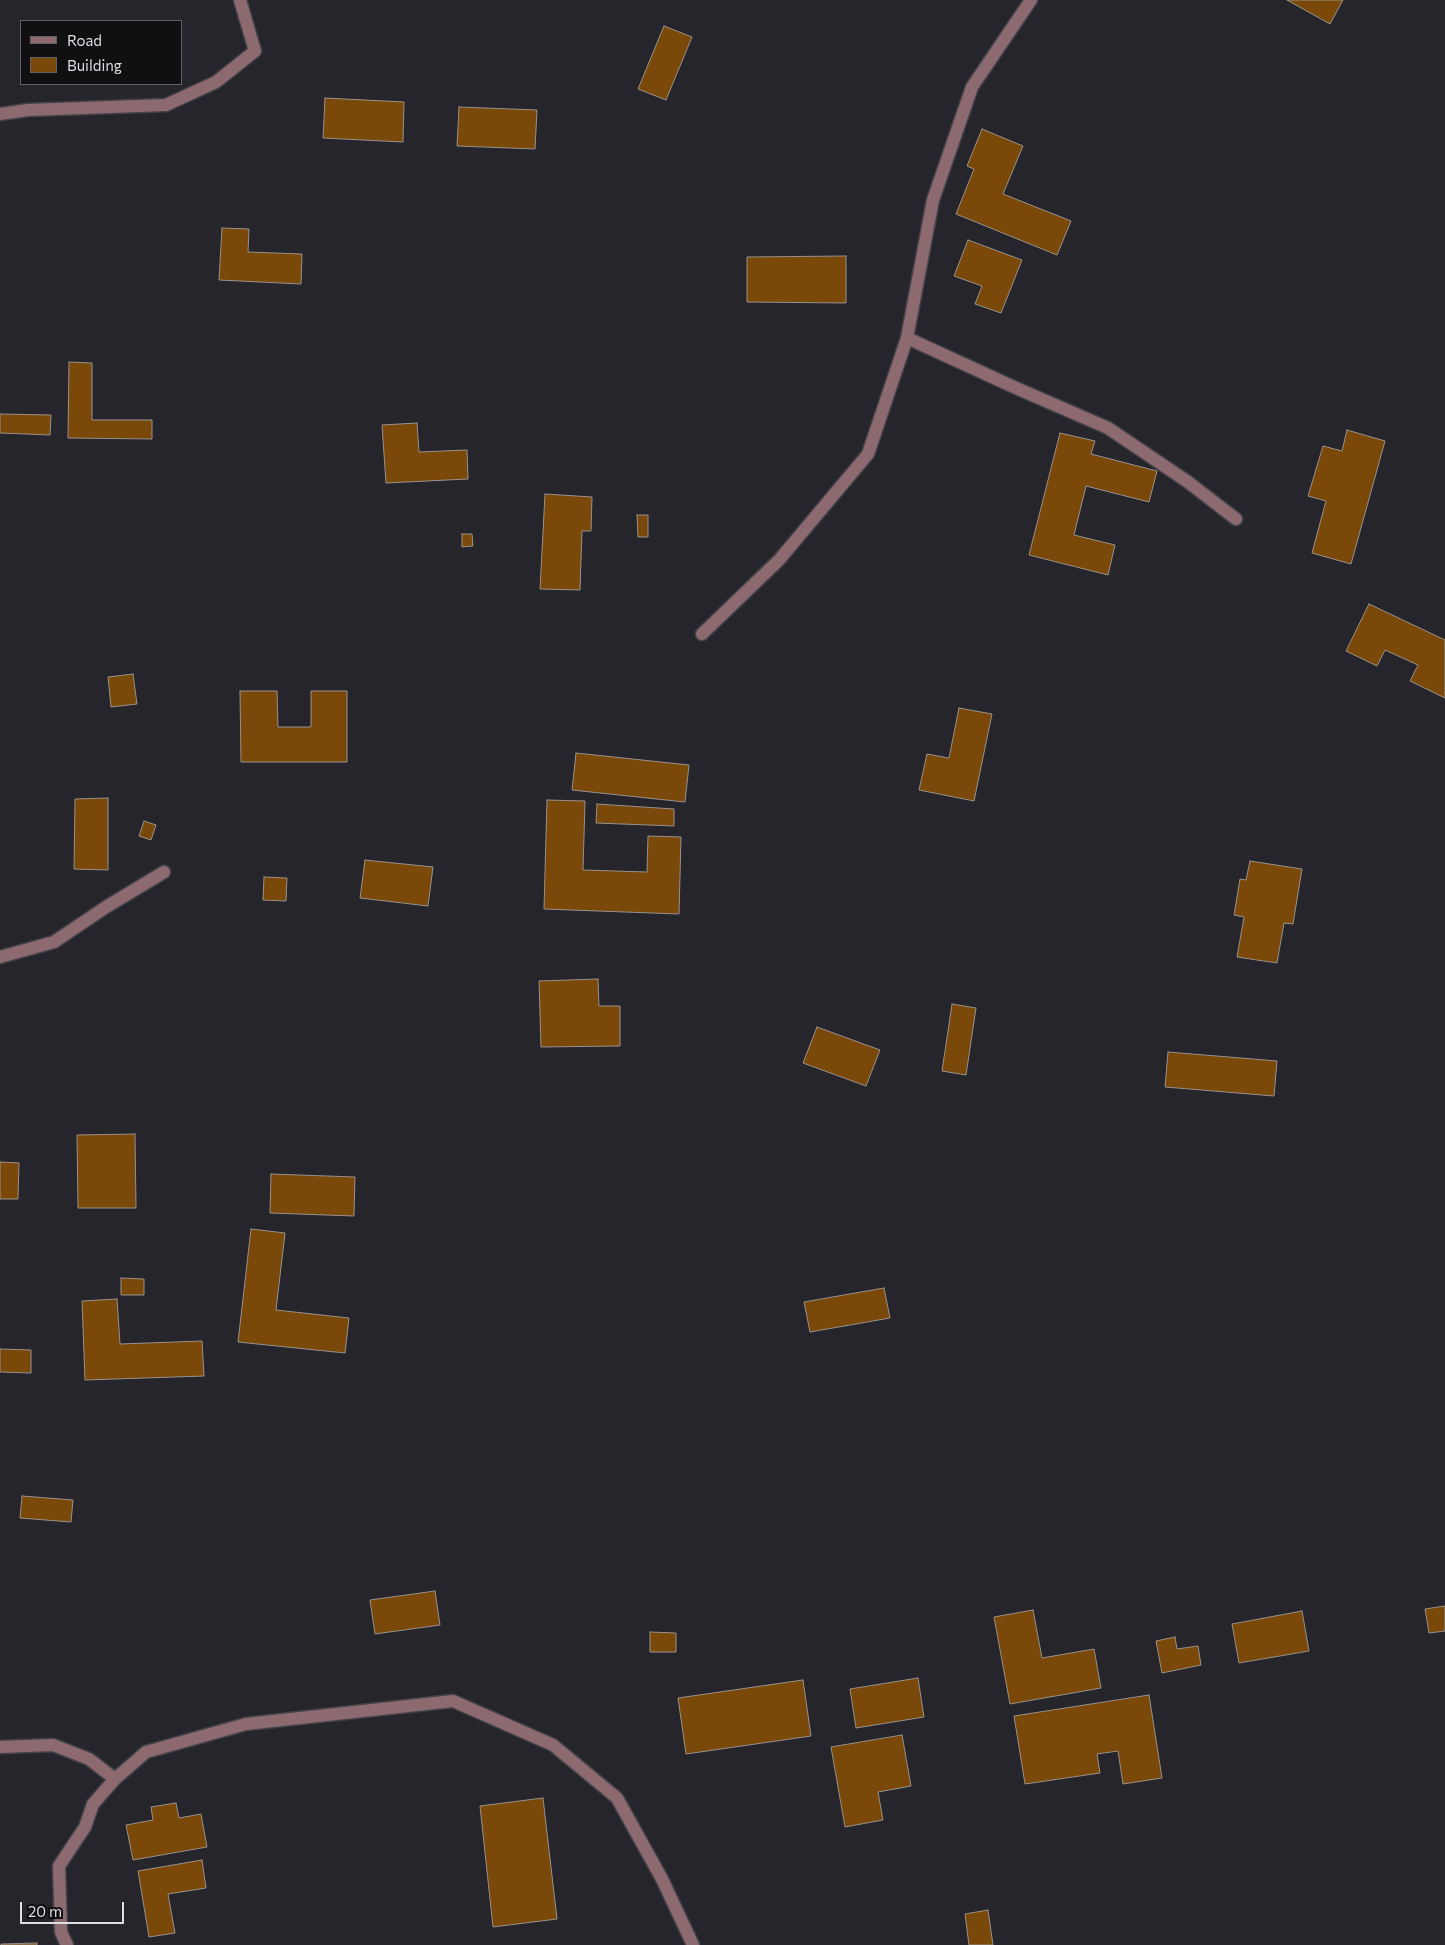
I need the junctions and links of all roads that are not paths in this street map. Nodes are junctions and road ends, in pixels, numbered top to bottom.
1 (240, 0) edge
2 (1031, 0) edge
3 (0, 114) edge
4 (907, 338) junction
5 (1236, 519) dead end
6 (702, 634) dead end
7 (164, 872) dead end
8 (0, 957) edge
9 (0, 1747) edge
10 (115, 1779) junction
11 (67, 1945) edge
12 (693, 1945) edge

1 - 3 street
2 - 4 street
4 - 5 street
4 - 6 street
7 - 8 street
9 - 10 street
10 - 11 street
10 - 12 street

═══

**How to complete this task**
Please retype the records above exactly, excluding every picture.

**Exercise solution**
I need the junctions and links of all roads that are not paths in this street map. Nodes are junctions and road ends, in pixels, numbered top to bottom.
1 (240, 0) edge
2 (1031, 0) edge
3 (0, 114) edge
4 (907, 338) junction
5 (1236, 519) dead end
6 (702, 634) dead end
7 (164, 872) dead end
8 (0, 957) edge
9 (0, 1747) edge
10 (115, 1779) junction
11 (67, 1945) edge
12 (693, 1945) edge

1 - 3 street
2 - 4 street
4 - 5 street
4 - 6 street
7 - 8 street
9 - 10 street
10 - 11 street
10 - 12 street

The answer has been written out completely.